And, the Obama administration has sent word to Democrats to stop using the phrase “universal coverage.” Lynn Sweet reports in the Chicago Sun-Times:

In discussing a ‘public option,’ Obama’s message team is telling Democrats on Capitol Hill to avoid using the phrase ‘universal coverage’ because that phrase is often associated with a single-payer system, which is often associated with ‘socialism,’ which the Obama administration does not support. The Obama team-approved language is instead to talk about ‘guaranteed health care,’ a phrase that is less polarizing.

Guaranteed health care is just another empty marketing phrase by the eloquent, teleprompter wordsmiths in the Obama administration. Despite the new rhetoric there is no guarantee of health care in any of the proposals being considered.
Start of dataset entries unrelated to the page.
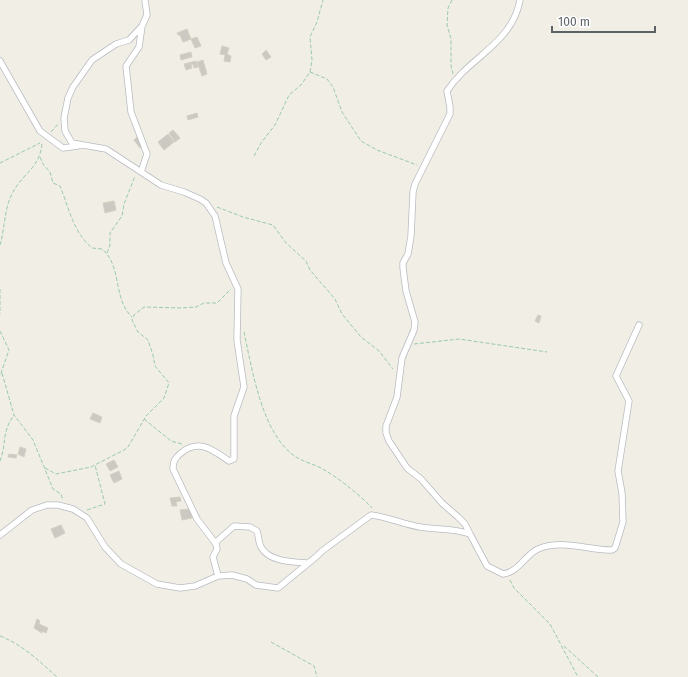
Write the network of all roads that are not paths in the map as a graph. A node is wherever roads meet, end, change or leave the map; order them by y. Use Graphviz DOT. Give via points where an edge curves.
graph roads {
  1 [pos="146,0"];
  2 [pos="520,0"];
  3 [pos="142,26"];
  4 [pos="0,61"];
  5 [pos="78,146"];
  6 [pos="139,171"];
  7 [pos="638,325"];
  8 [pos="470,534"];
  9 [pos="0,535"];
  10 [pos="215,543"];
  11 [pos="308,563"];
  12 [pos="218,576"];
  1 -- 3 [label="street" via="147,15"];
  2 -- 8 [label="street" via="505,33 491,49 456,79 447,91 450,114 413,192 411,236 408,254 403,263 404,282 415,322 402,358 397,397 386,426 388,441 407,468 465,524"];
  3 -- 5 [label="street" via="130,40 116,44 92,60 83,70 68,98 64,118 67,135 72,143"];
  3 -- 6 [label="street" via="139,47 126,66 131,112 147,154"];
  4 -- 5 [label="street" via="40,131 63,148"];
  5 -- 6 [label="street" via="106,149"];
  6 -- 10 [label="street" via="161,185 206,202 215,216 226,263 238,289 237,340 244,387 234,416 234,459 229,461 209,448 197,445 174,459 173,468 197,519"];
  7 -- 8 [label="street" via="616,376 629,400 618,471 623,522 615,548 607,550 555,545 538,549 508,573 498,572 487,566"];
  8 -- 11 [label="street" via="419,527 371,515 365,517 360,524"];
  9 -- 12 [label="street" via="32,510 47,505 65,506 90,522 105,547 121,564 146,579 157,584 180,588 195,586"];
  10 -- 11 [label="street" via="234,526 250,526 257,531 262,548 268,555 289,562"];
  10 -- 12 [label="street" via="217,549 213,557"];
  11 -- 12 [label="street" via="278,588 256,585 247,579 232,575"];
}
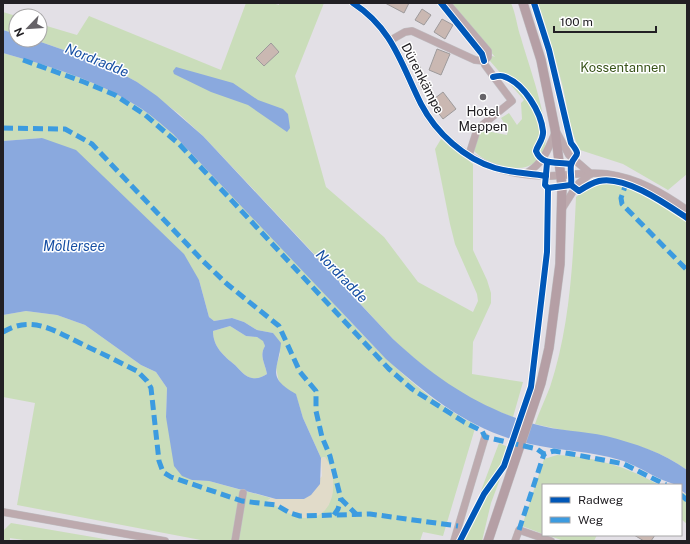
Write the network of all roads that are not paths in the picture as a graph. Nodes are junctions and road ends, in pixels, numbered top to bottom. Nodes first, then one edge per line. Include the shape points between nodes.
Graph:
1 (353, 3) edge
2 (448, 3) edge
3 (523, 3) edge
4 (391, 40) junction
5 (484, 61) junction
6 (555, 131) junction
7 (469, 155) junction
8 (527, 173) junction
9 (591, 174) junction
10 (561, 175) junction
11 (562, 209) junction
12 (687, 210) edge
13 (485, 437) dead end
14 (243, 493) dead end
15 (3, 512) edge
16 (164, 541) edge
17 (235, 541) edge
18 (454, 541) edge
19 (488, 541) edge
20 (515, 541) edge
21 (551, 541) edge

1 - 4 street, Dürenkämpe via 377,22
2 - 5 street via 488,51 488,58
3 - 6 main road via 541,60
4 - 5 street via 412,31 475,60
4 - 7 street, Dürenkämpe via 430,118 450,141
5 - 7 street via 484,65 512,101 476,132
6 - 8 street via 546,156
6 - 9 street via 569,155
6 - 10 main road
7 - 8 street, Dürenkämpe via 494,168
8 - 10 street, Dürenkämpe
9 - 10 street, Dürenkämpe
9 - 11 street via 575,188
9 - 12 street, Dürenkämpe via 607,174 628,179 653,189
10 - 11 main road
11 - 19 main road via 554,319 541,383
13 - 18 street
14 - 17 street
15 - 16 street
20 - 21 street via 519,530

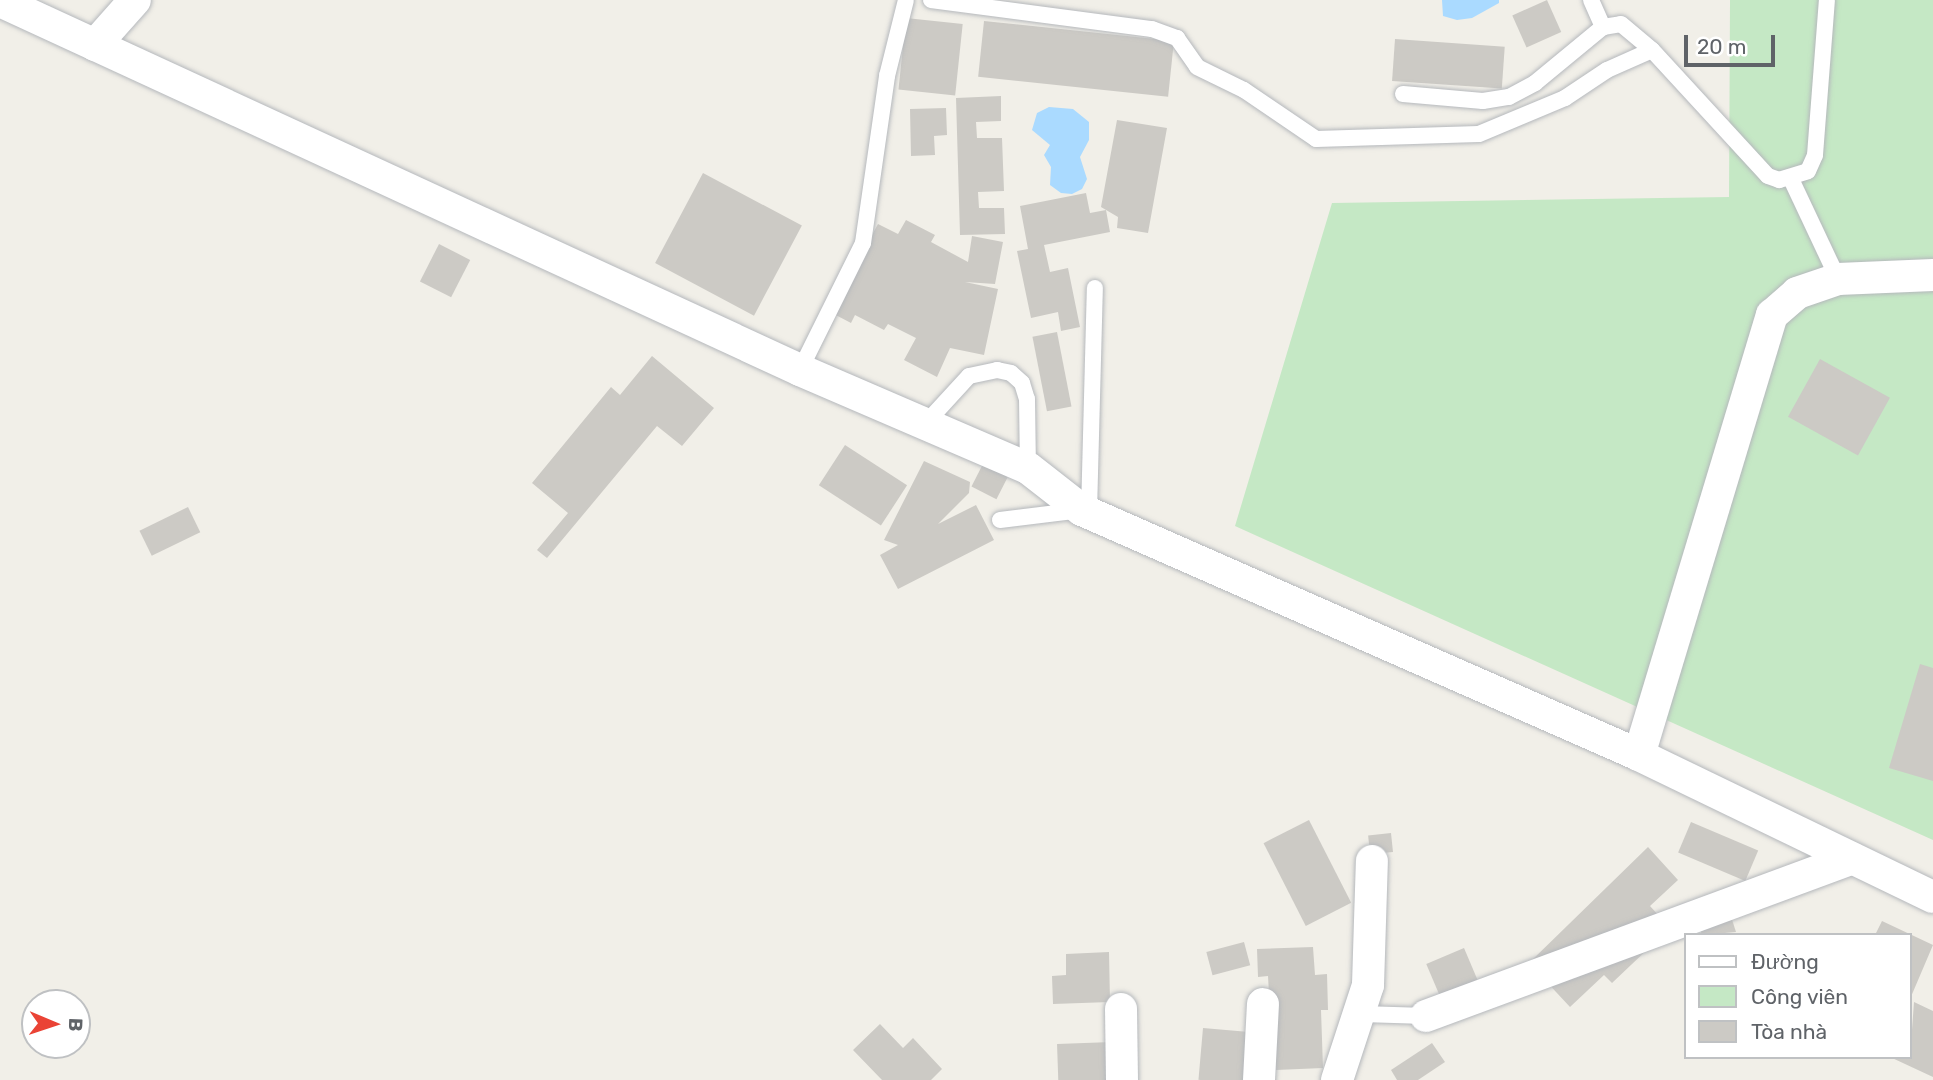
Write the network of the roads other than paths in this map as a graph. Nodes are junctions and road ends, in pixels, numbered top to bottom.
1 (135, 0) edge
2 (906, 0) edge
3 (931, 0) edge
4 (1591, 0) edge
5 (1827, 0) edge
6 (0, 1) edge
7 (1603, 27) junction
8 (95, 45) junction
9 (1652, 50) junction
10 (1403, 94) dead end
11 (1791, 179) junction
12 (1933, 275) edge
13 (1838, 279) junction
14 (1095, 288) dead end
15 (800, 370) junction
16 (925, 424) junction
17 (1028, 468) junction
18 (1085, 511) junction
19 (1000, 520) dead end
20 (1639, 755) junction
21 (1852, 858) junction
22 (1372, 861) dead end
23 (1933, 897) edge
24 (1263, 1004) dead end
25 (1121, 1009) dead end
26 (1362, 1014) junction
27 (1426, 1016) joint
28 (1122, 1080) edge
29 (1259, 1080) edge
30 (1337, 1080) edge

1 - 8 street
2 - 15 lane
3 - 9 lane
4 - 7 lane
5 - 11 lane
6 - 8 street
7 - 9 lane
7 - 10 lane
8 - 15 street
9 - 11 lane
11 - 13 lane
12 - 13 street
13 - 20 street
14 - 18 lane
15 - 16 street
16 - 17 street
16 - 17 lane
17 - 18 street
18 - 19 lane
18 - 20 street
20 - 21 street
21 - 23 street
21 - 27 street
22 - 26 street
24 - 29 street
25 - 28 street
26 - 27 lane
26 - 30 street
The “universal coverage” phrase was always used by Democrats who opposed single payer as a phrase to confuse the voters. Universal coverage sure sounds like it achieves the goal of single payer — providing health care for all. But, it was always merely a marketing tool. Now that the Democrats and Obama have kept single payer boxed up and removed from consideration they can abandon this PR phrase for fear of looking too “socialist.”

As to cost, the CBO reports $10 trillion in new expenses over ten years. Yes, some will get lower premiums, but that is just a shifting of costs from premiums to taxes. We will still be paying for wasteful and over-priced health care — still paying more per person than any country in the world — just out of a different pocket.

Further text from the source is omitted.